Others felt that there had to be a clear cost benefit and that ASD arrangements should only be implemented if they offered greater efficiencies. Ensuring the safety of the public, and both animal and plant health were also recurring themes. Several respondents expressed concern about the potential loss of CFIA expertise and capacity and wondered if ASD arrangements would diminish the knowledge base of the Agency's inspectors. A few respondents indicated that ASD arrangements should ensure the ease of incorporating new technology into the inspection program. Three participants felt that they needed to know which commodities were being considered, before they offered their opinions.
In terms of additional suggestions, concerns or comments about the future CFIA policy on ASD arrangements, appropriate regulatory oversight drew the most comments from respondents. Additionally, some wondered who would be responsible and possibly liable. Others sought assurances that food safety and animal welfare would remain paramount and that the CFIA's solid reputation would not be tarnished. Similarly, commentators did not want the industry to be harmed and sought to avoid any conflict with trading partners.

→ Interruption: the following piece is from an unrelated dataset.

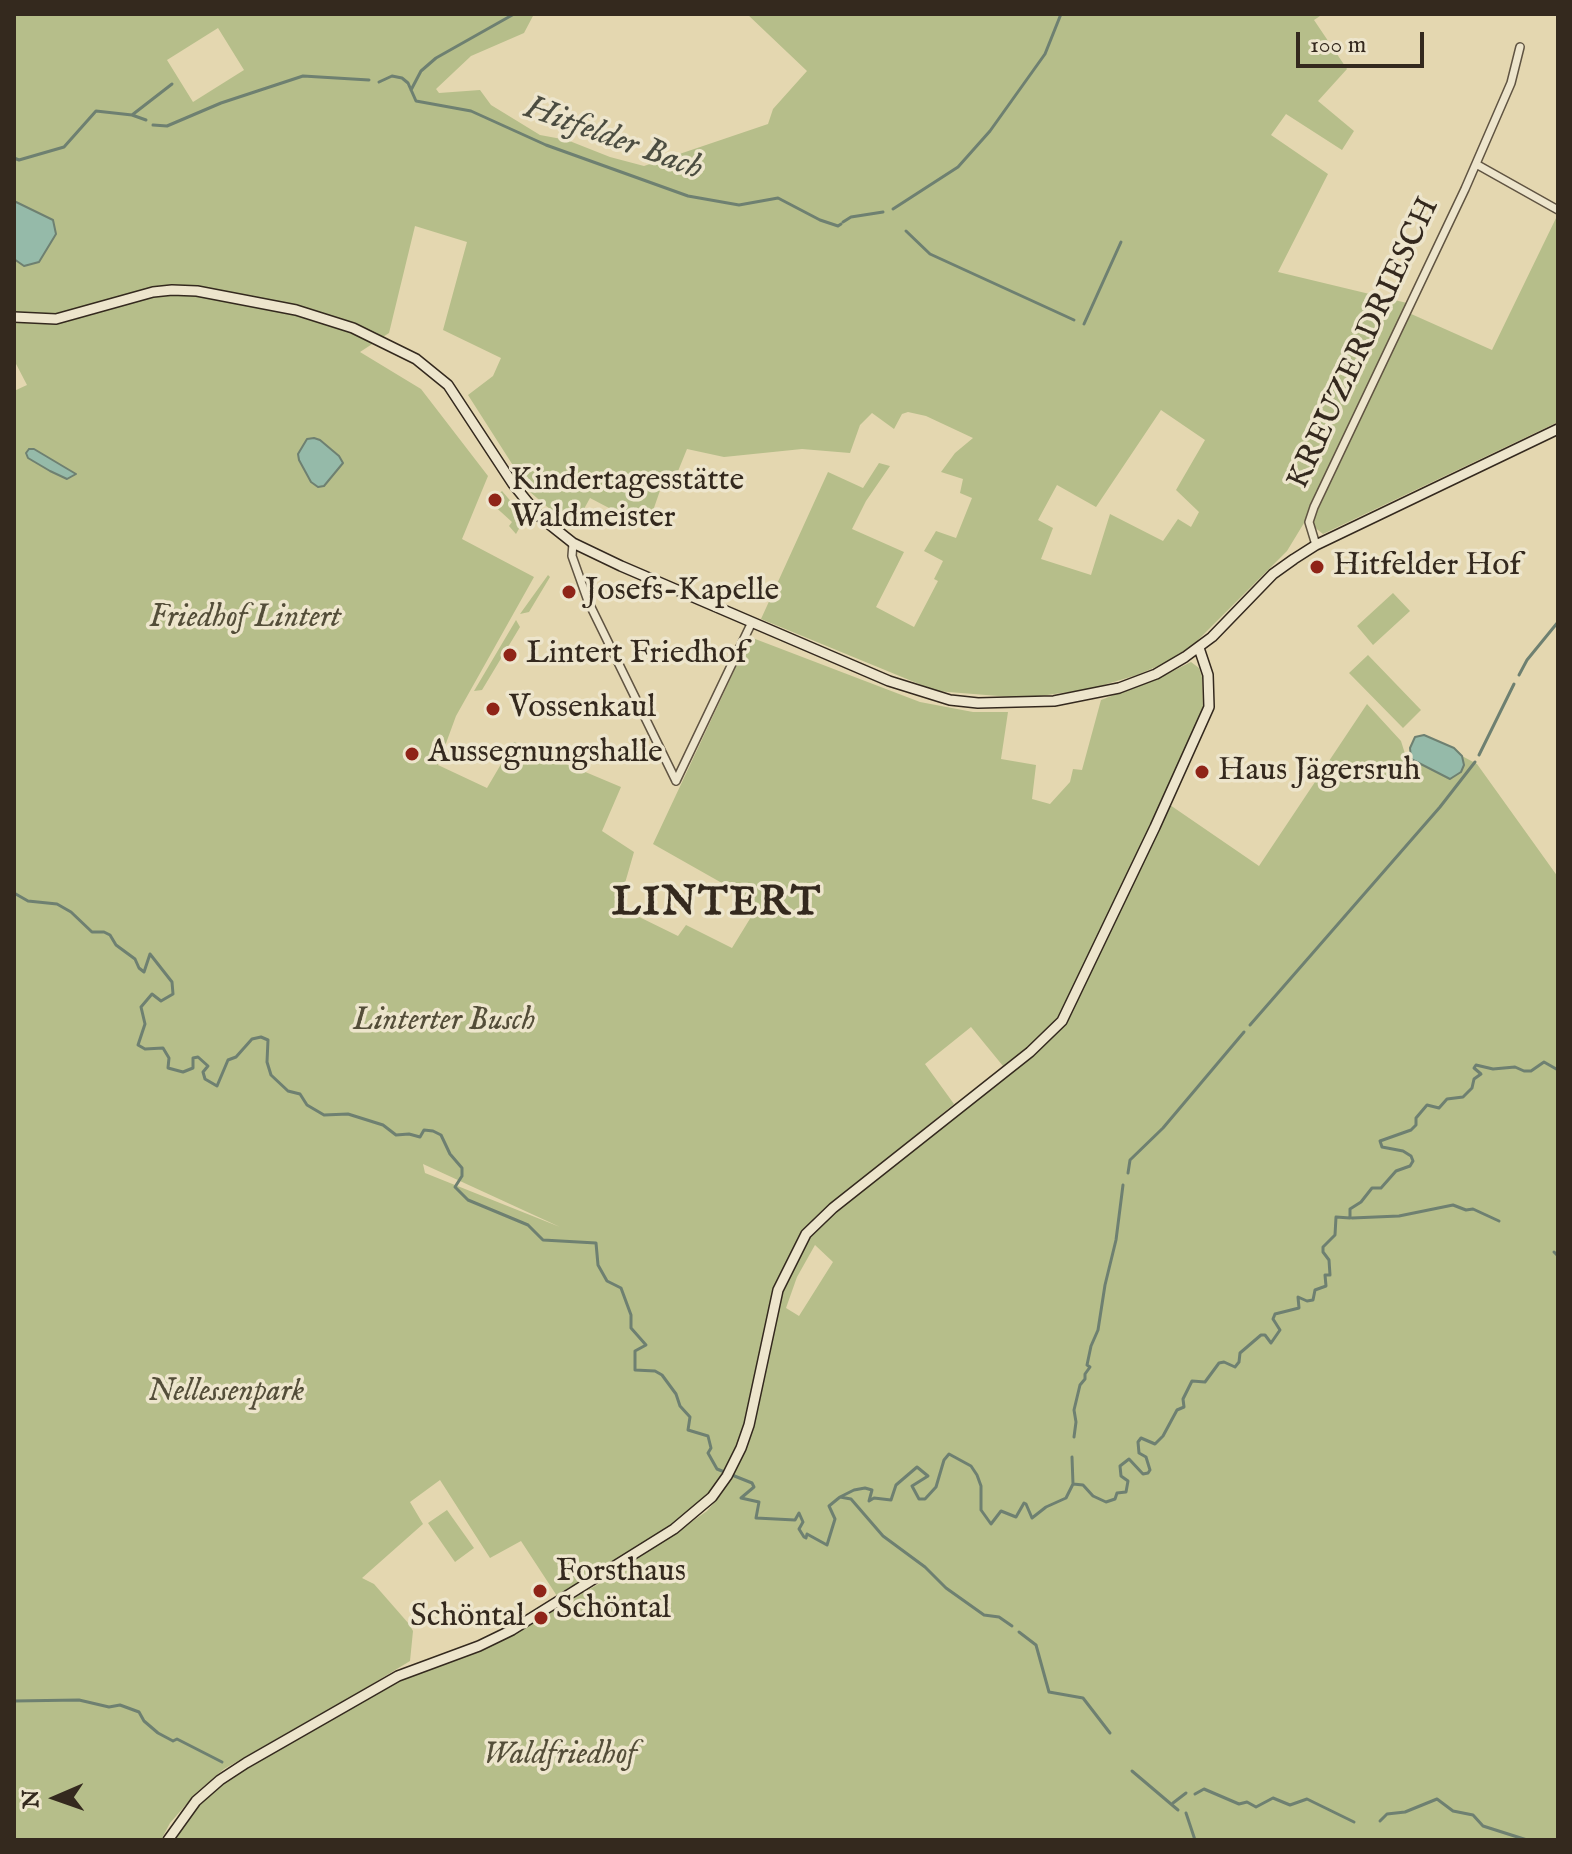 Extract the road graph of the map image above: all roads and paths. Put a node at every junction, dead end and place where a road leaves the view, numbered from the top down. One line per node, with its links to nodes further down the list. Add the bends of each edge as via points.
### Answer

Some participants identified areas where provincial collaboration for ASD arrangements could be explored and identified the CFIA's existing organic and beef ASD arrangements as potential models for future arrangements. Lastly, consulting with stakeholders and being cautious when developing ASD arrangements were suggestions received from several participants.
The CFIA would like to thank everyone who contributed their time, participated in the consultation process and shared their views. The feedback received was considered by the CFIA when it developed its ASD policy.
The CFIA is committed to on-going consultations with stakeholders, including government employees, industry associations, businesses, unions, NGOs and the general public. As such, the CFIA will be undertaking a second consultation on the draft policy.